Description of the task:
Would you please copy each line below that includes the string "absolute"?

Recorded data
-.-.-
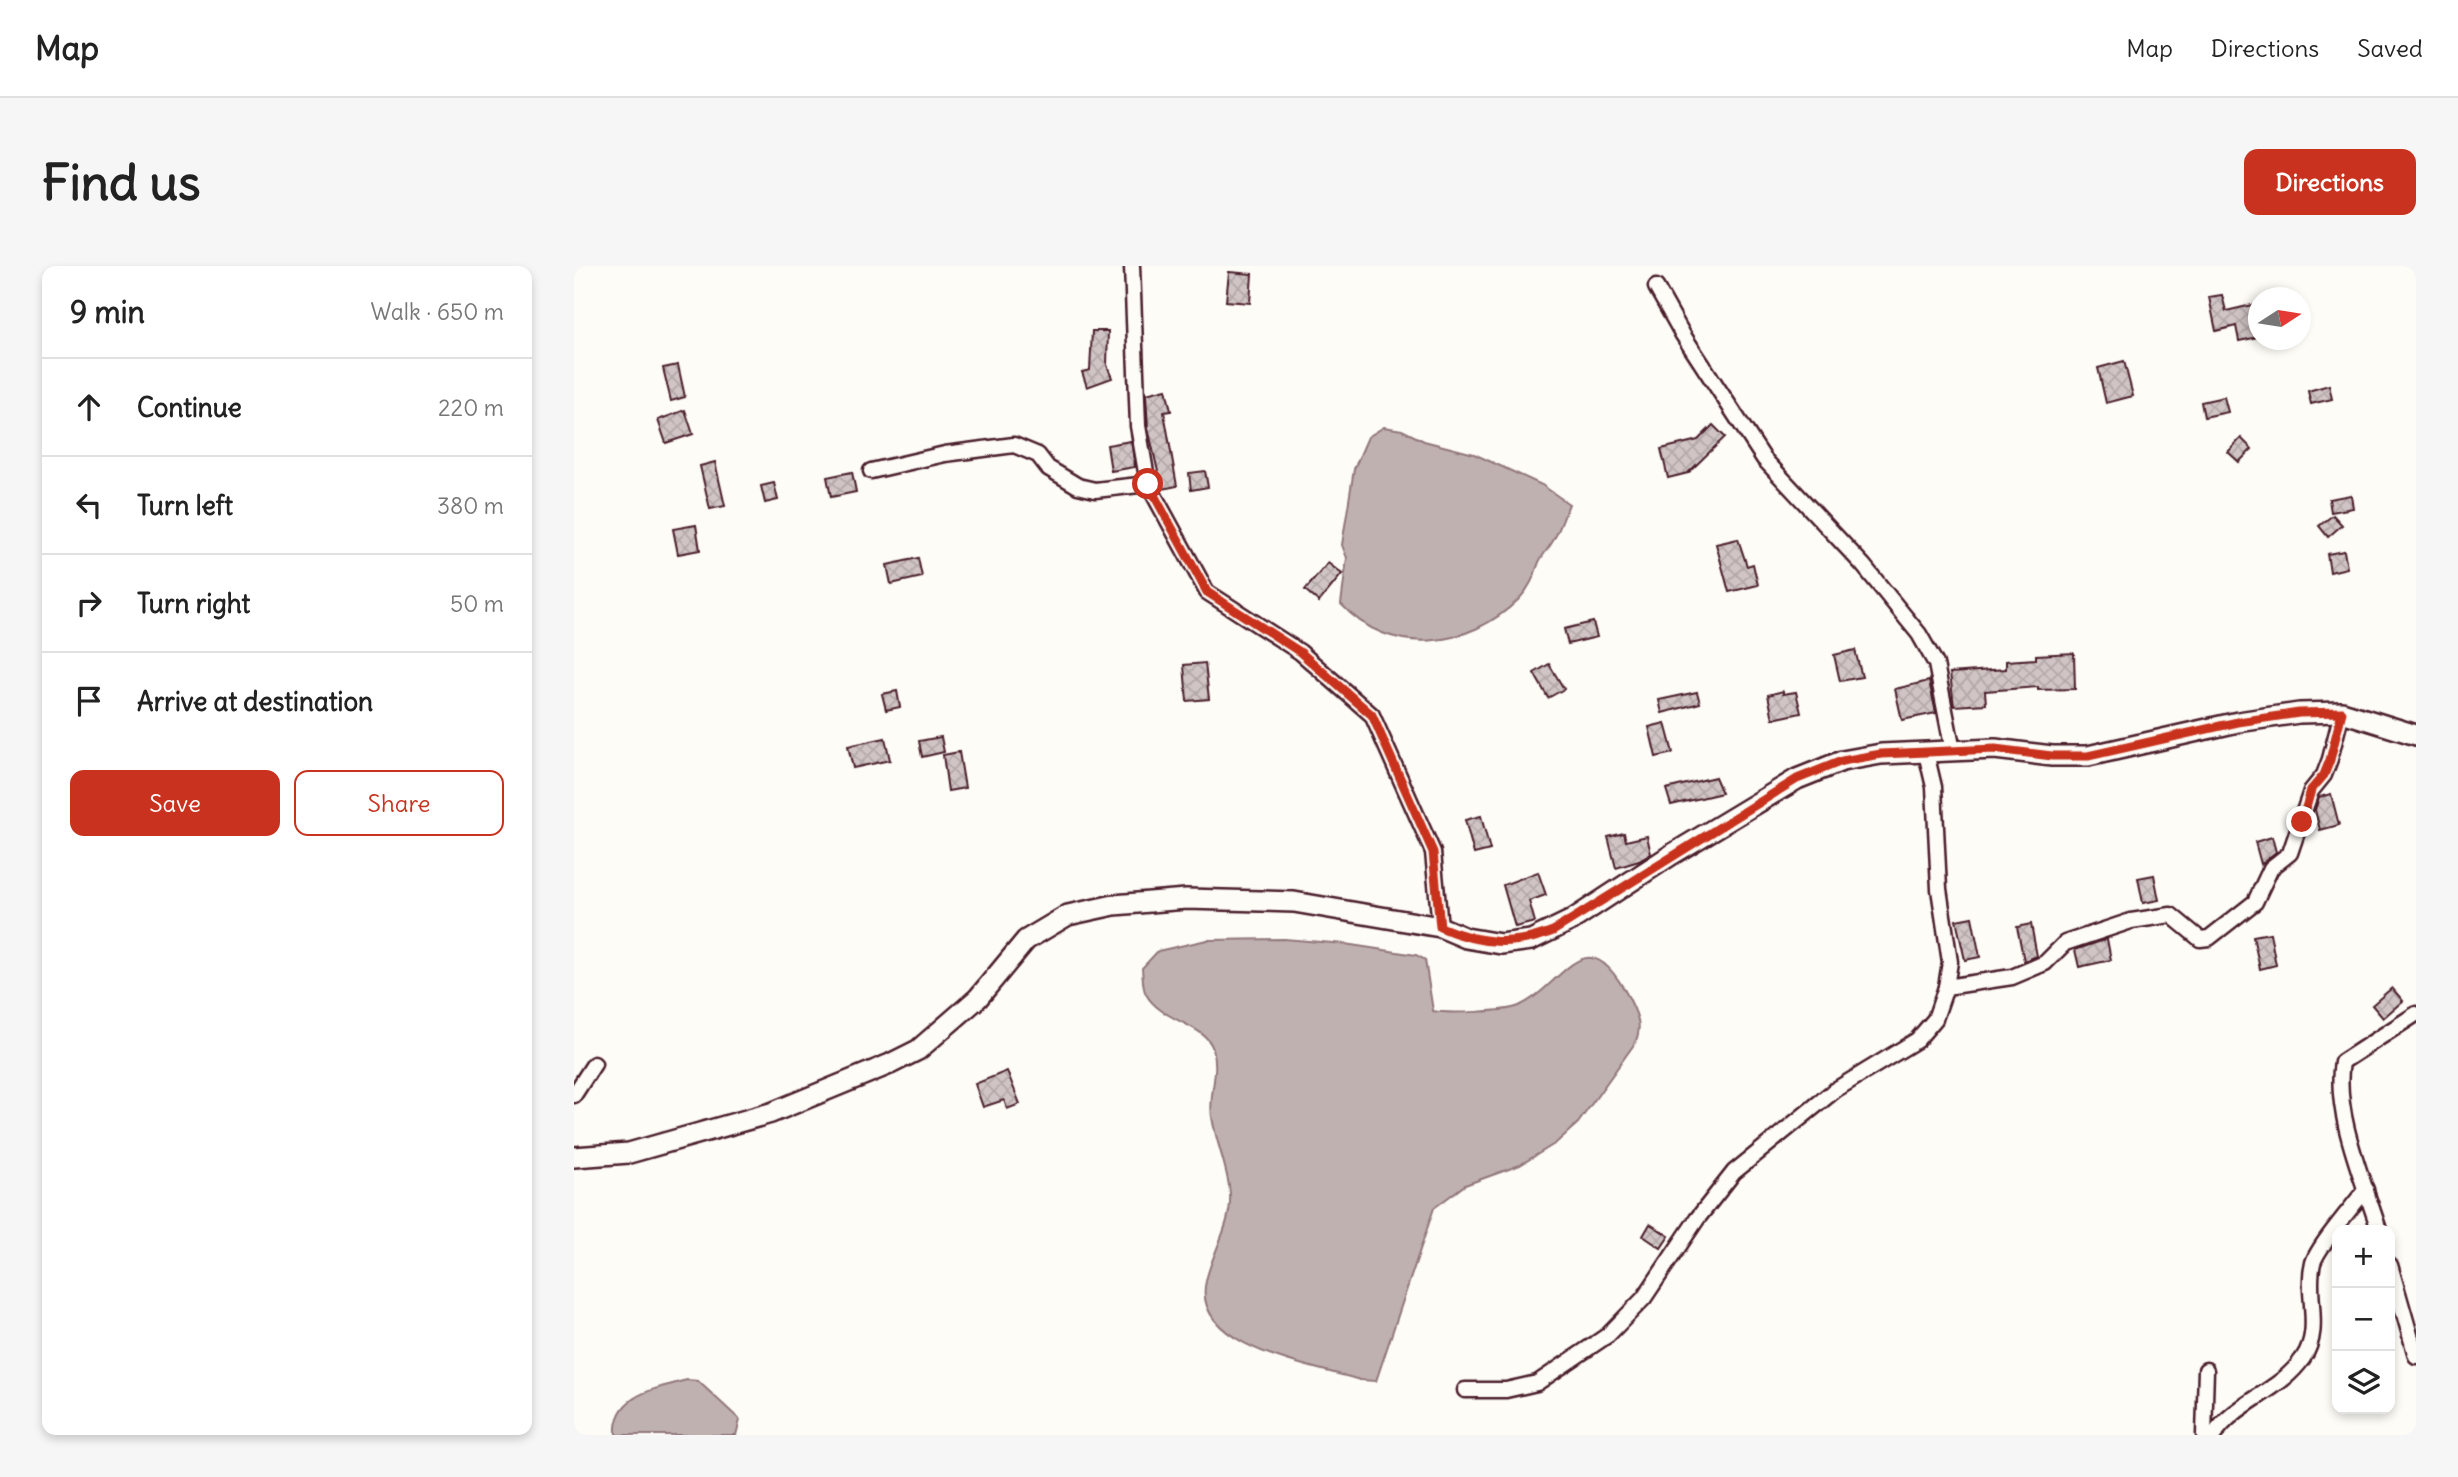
<!DOCTYPE html>
<html lang="en">
<head>
<meta charset="utf-8">
<style>
  :root { --surface:#fff; --page:#f6f6f6; --text:#222; --muted:#767676; --line:#e0e0e0; --accent:#c8321e }
  body { margin:0; font-family:Delius,sans-serif; background:var(--page); color:var(--text) }
  .controls { position:absolute; right:21px; bottom:21px; display:grid; overflow:hidden; border-radius:14px; box-shadow:0 4px 10px #0003 }
  .controls button { width:63px; height:63px; display:grid; place-items:center; padding:0; border:0; border-bottom:2px solid var(--line); background:var(--surface); color:var(--text); font:35px sans-serif }
  .compass { position:absolute; left:1674px; top:21px; width:63px; height:63px; border-radius:50%; background:var(--surface); box-shadow:0 4px 10px #0003; rotate:78deg }
  .stop { position:absolute; width:21px; height:21px; margin:-16px; border:5px solid #c8321e; border-radius:50%; background:#fff }
  .stop.end { background:#c8321e; border-color:#fff; box-shadow:0 2px 7px #0008 }
  .list { margin:0; padding:0; list-style:none }
  h2 { display:flex; justify-content:space-between; align-items:center; height:91px; margin:0; padding:0 28px; font-size:30px }
  h2 small { font-size:23px; font-weight:400; color:var(--muted) }
  .list li { display:grid; grid-template-columns:46px 1fr auto; gap:21px; align-items:center; box-sizing:border-box; height:98px; padding:0 28px; border-top:2px solid var(--line) }
  .list b { display:block; font-size:26px; white-space:nowrap }
  .list em { font-size:23px; font-style:normal; color:var(--muted) }
  .actions { display:flex; gap:14px; padding:21px 28px }
  .actions a { flex:1; padding:16px 0; border:2px solid var(--accent); border-radius:14px; text-align:center; font-size:24px; color:var(--accent) }
  .actions .main { background:var(--accent); color:#fff }
  .icon { flex:none; width:38px; height:38px; fill:none; stroke:currentColor; stroke-width:2; stroke-linecap:round; stroke-linejoin:round }
  .map { position:relative; flex:none; width:1842px; height:1169px; overflow:hidden; border-radius:14px }
  header { display:flex; align-items:center; gap:42px; box-sizing:border-box; height:98px; padding:0 35px; background:var(--surface); border-bottom:2px solid var(--line) }
  header strong { font-size:33px }
  nav { display:flex; gap:38px; margin-inline-start:auto; font-size:24px }
  .intro { display:flex; align-items:center; justify-content:space-between; box-sizing:border-box; height:168px; padding:0 42px }
  h1 { margin:0; font-size:49px }
  .button { padding:18px 32px; border-radius:14px; background:var(--accent); color:#fff; font-size:24px; font-weight:700 }
  main { display:flex; gap:42px; padding:0 42px }
  aside { flex:1; background:var(--surface); border-radius:14px; box-shadow:0 4px 10px #0003 }
  .map>svg:first-child { display:block }
  .water { fill:#c0b1b1; stroke:#91777b; stroke-width:2 }
  .building { fill:url(#building-cross-hatch); stroke:#4a1f2b; stroke-width:2 }
  .lines { fill:none; stroke-linecap:round; stroke-linejoin:round }
  .street-casing { stroke:#4a1f2b; stroke-width:19 }
  .secondary-casing { stroke:#4a1f2b; stroke-width:24 }
  .street { stroke:#fdfcf7; stroke-width:14 }
  .secondary { stroke:#fdfcf7; stroke-width:19 }
  .route { stroke:#c8321e; stroke-width:9 }
</style>
</head>
<body>
<header>
<strong>Map</strong>
<nav><a>Map</a><a>Directions</a><a>Saved</a></nav>
</header>
<div class="intro"><h1>Find us</h1><a class="button">Directions</a></div>
<main>
<aside>
<h2>9 min<small>Walk · 650 m</small></h2>
<ul class="list">
<li><svg class="icon" aria-label="ahead" viewBox="0 0 24 24"><path d="M12 20V5M6 11l6-6 6 6"/></svg><div><b>Continue</b></div><em>220 m</em></li>
<li><svg class="icon" aria-label="left" viewBox="0 0 24 24"><path d="M17 20v-9H6M10 6l-5 5 5 5"/></svg><div><b>Turn left</b></div><em>380 m</em></li>
<li><svg class="icon" aria-label="right" viewBox="0 0 24 24"><path d="M7 20v-9h11M14 6l5 5-5 5"/></svg><div><b>Turn right</b></div><em>50 m</em></li>
<li><svg class="icon" aria-label="arrive" viewBox="0 0 24 24"><path d="M6 21V4h12l-3 4 3 4H6"/></svg><div><b>Arrive at destination</b></div></li>
</ul>
<div class="actions"><a class="main">Save</a><a>Share</a></div>
</aside>
<div class="map">
<svg width="1842" height="1169" viewBox="0 0 1842 1169">
  <defs>
    <pattern id="building-cross-hatch" width="8" height="8" patternUnits="userSpaceOnUse" patternTransform="scale(1.75)"><rect width="8" height="8" fill="#d0c5c4"/><path d="M0 0l8 8M0 8l8-8" fill="none" stroke="#b4a9a9"/></pattern>
  </defs>
  <rect width="100%" height="100%" fill="#fdfcf7"/>
  <filter id="ink" filterUnits="userSpaceOnUse"><feTurbulence type="fractalNoise" baseFrequency=".0143" numOctaves="2"/><feDisplacementMap in="SourceGraphic" scale="14" xChannelSelector="R" yChannelSelector="G"/><feConvolveMatrix kernelMatrix="1 2 1 2 8 2 1 2 1" color-interpolation-filters="sRGB"/></filter>
  <g filter="url(#ink)">
    <g class="water">
      <path d="M810 161 828 164 850 175 900 188 968 219 995 238C990 250 986 263 980 273 976 281 969 288 965 296 960 310 956 322 945 333 894 383 816 392 767 338L773 292 768 279 780 203 794 171Z"/>
      <path d="M710 673 771 678 842 689 851 694 859 745C875 748 931 746 945 740 992 718 1011 648 1055 732 1063 749 1069 759 1061 777L1004 857 982 877 946 899 891 919 860 942 802 1115 786 1114C741 1100 616 1082 632 1015 638 986 658 959 656 928 654 902 642 877 638 851 634 829 646 806 639 783 631 757 587 756 572 728 568 721 569 710 568 702L584 685 633 674Z"/>
      <path d="M113 1114 124 1115 166 1154 162 1169H42C39 1129 80 1123 113 1114Z"/>
    </g>
    <g class="building">
      <path d="M655 6 678 8 676 37 652 35Z"/>
      <path d="M1648 29 1652 45 1678 39 1684 71 1665 75 1662 60 1642 65 1635 31Z"/>
      <path d="M518 65H534L533 99 538 112 513 121 508 106 516 104Z"/>
      <path d="M1550 95 1559 130 1532 137 1524 102Z"/>
      <path d="M104 99 111 131 97 135 89 102Z"/>
      <path d="M1755 119 1758 133 1737 138 1734 125Z"/>
      <path d="M592 123 597 145 590 146 603 220 588 223 574 162 572 128Z"/>
      <path d="M1650 131 1654 146 1630 151 1627 136Z"/>
      <path d="M111 144 119 168 92 177 84 154Z"/>
      <path d="M1139 159 1151 171 1114 207 1094 212 1087 183 1124 174Z"/>
      <path d="M1667 172 1678 183 1665 196 1654 186Z"/>
      <path d="M557 175 561 201 537 205 533 179Z"/>
      <path d="M141 196 151 240 136 243 126 200Z"/>
      <path d="M631 205 634 221 617 224 615 207Z"/>
      <path d="M278 206 282 226 257 231 253 211Z"/>
      <path d="M200 217 204 234 191 237 187 220Z"/>
      <path d="M1777 229 1779 242 1757 246 1755 233Z"/>
      <path d="M1759 249 1768 259 1754 271 1745 260Z"/>
      <path d="M122 259 126 284 104 288 99 263Z"/>
      <path d="M1164 273 1173 300 1179 298 1184 319 1155 326 1142 278Z"/>
      <path d="M1770 285 1773 302 1756 306 1753 288Z"/>
      <path d="M344 292 348 311 317 318 313 299Z"/>
      <path d="M754 297 768 308 745 336 731 324Z"/>
      <path d="M1019 356 1023 371 994 378 990 363Z"/>
      <path d="M1281 384 1288 411 1266 415 1260 389Z"/>
      <path d="M1500 387 1501 423 1464 424V421L1411 425 1412 438 1380 440 1376 407 1432 403V395L1462 393V389Z"/>
      <path d="M631 397 635 433 613 435 610 399Z"/>
      <path d="M975 398 990 423 974 432 960 407Z"/>
      <path d="M1355 415 1362 447 1328 454 1321 423Z"/>
      <path d="M323 425 326 441 312 444 308 428Z"/>
      <path d="M1209 425V428L1222 426 1227 447 1199 453 1194 429Z"/>
      <path d="M1123 426 1126 437 1088 447 1085 434Z"/>
      <path d="M1091 457 1099 487 1082 491 1075 461Z"/>
      <path d="M367 471 370 486 348 491 345 475Z"/>
      <path d="M311 472 316 494 279 502 274 480Z"/>
      <path d="M385 486 391 522 374 525 369 489Z"/>
      <path d="M1141 511 1148 527 1097 539 1092 523Z"/>
      <path d="M1757 528 1765 559 1746 564 1741 544 1745 531Z"/>
      <path d="M907 550 916 584 900 588 891 554Z"/>
      <path d="M1050 567 1052 575 1073 570 1077 588 1065 595 1042 602 1034 571Z"/>
      <path d="M1698 571 1702 586 1687 598 1681 576Z"/>
      <path d="M964 606 972 629 955 635 961 656 941 661 929 619Z"/>
      <path d="M1580 609 1585 634 1569 637 1564 612Z"/>
      <path d="M1398 651 1406 691 1391 694 1382 654Z"/>
      <path d="M1457 658 1463 690 1450 695 1443 661Z"/>
      <path d="M1696 667 1702 699 1686 703 1679 670Z"/>
      <path d="M1533 673 1537 694 1505 701 1501 684Z"/>
      <path d="M1818 722 1829 735 1809 752 1798 739Z"/>
      <path d="M433 805 446 838 433 843 430 834 409 841 401 818Z"/>
      <path d="M1076 958 1095 970 1087 982 1069 970Z"/>
    </g>
    <g class="lines">
      <defs>
        <g id="street">
          <path d="M558 0 564 160 574 218 633 326 726 386 798 449 859 586 866 661"/>
          <path d="M1082 21 1109 69 1190 193 1289 299 1345 368 1362 398 1379 485"/>
          <path d="M297 205 371 188 440 179 464 189 474 202 504 220 521 224 574 218"/>
          <path d="M1372 721 1438 711 1471 697 1491 677 1557 655 1597 649 1626 673 1635 672 1681 636 1697 602 1716 587 1737 525 1750 509 1756 493 1768 446"/>
          <path d="M0 829 20 798"/>
          <path d="M1805 964C1790 915 1759 847 1768 796L1842 748"/>
          <path d="M1816 999 1842 1090"/>
          <path d="M891 1124H932L963 1117 1034 1069 1070 1032 1123 953 1160 906 1261 824 1343 774 1361 753 1372 721 1376 696 1365 623 1360 521 1352 487"/>
          <path d="M1630 1169 1632 1104"/>
          <path d="M1640 1169C1661 1136 1706 1126 1729 1092 1749 1063 1731 1029 1739 997 1744 980 1780 939 1792 923"/>
        </g>
        <path id="secondary" d="M0 891 55 887 197 847 316 798 344 784 404 732 452 674 494 649 540 639 612 633 720 636 866 661 892 672 927 678 957 674 998 654 1097 589 1223 513 1268 495 1307 488 1421 483 1478 490H1514L1664 456 1725 447 1768 446 1842 469"/>
      </defs>
      <use href="#street" class="street-casing"/>
      <use href="#secondary" class="secondary-casing"/>
      <use href="#street" class="street"/>
      <use href="#secondary" class="secondary"/>
    </g>
  </g>
  <g class="lines" filter="url(#ink)">
    <path class="route" d="M574 218 633 326 726 386 798 449 859 586 866 661C906 678 939 681 979 665L1223 513 1268 495 1307 488 1421 483 1478 490H1514L1664 456 1725 447 1768 446 1756 494 1750 509 1737 524 1728 556"/>
  </g>
</svg>
<div class="controls">
<button>+</button>
<button>−</button>
<button><svg class="icon" aria-label="layers" viewBox="0 0 24 24"><path d="M12 4l9 5-9 5-9-5zM3 14l9 5 9-5"/></svg></button>
</div>
<svg class="compass" viewBox="-18 -18 36 36"><path d="M0-13l5 13h-10z" fill="#e53935"/><path d="M0 13l5-13h-10z" fill="#767676"/></svg>
<div class="stop" style="left:574px;top:218px"></div>
<div class="stop end" style="left:1728px;top:556px"></div>
</div>
</main>
</body>
</html>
-.-.-
Result:
  .controls { position:absolute; right:21px; bottom:21px; display:grid; overflow:hidden; border-radius:14px; box-shadow:0 4px 10px #0003 }
  .compass { position:absolute; left:1674px; top:21px; width:63px; height:63px; border-radius:50%; background:var(--surface); box-shadow:0 4px 10px #0003; rotate:78deg }
  .stop { position:absolute; width:21px; height:21px; margin:-16px; border:5px solid #c8321e; border-radius:50%; background:#fff }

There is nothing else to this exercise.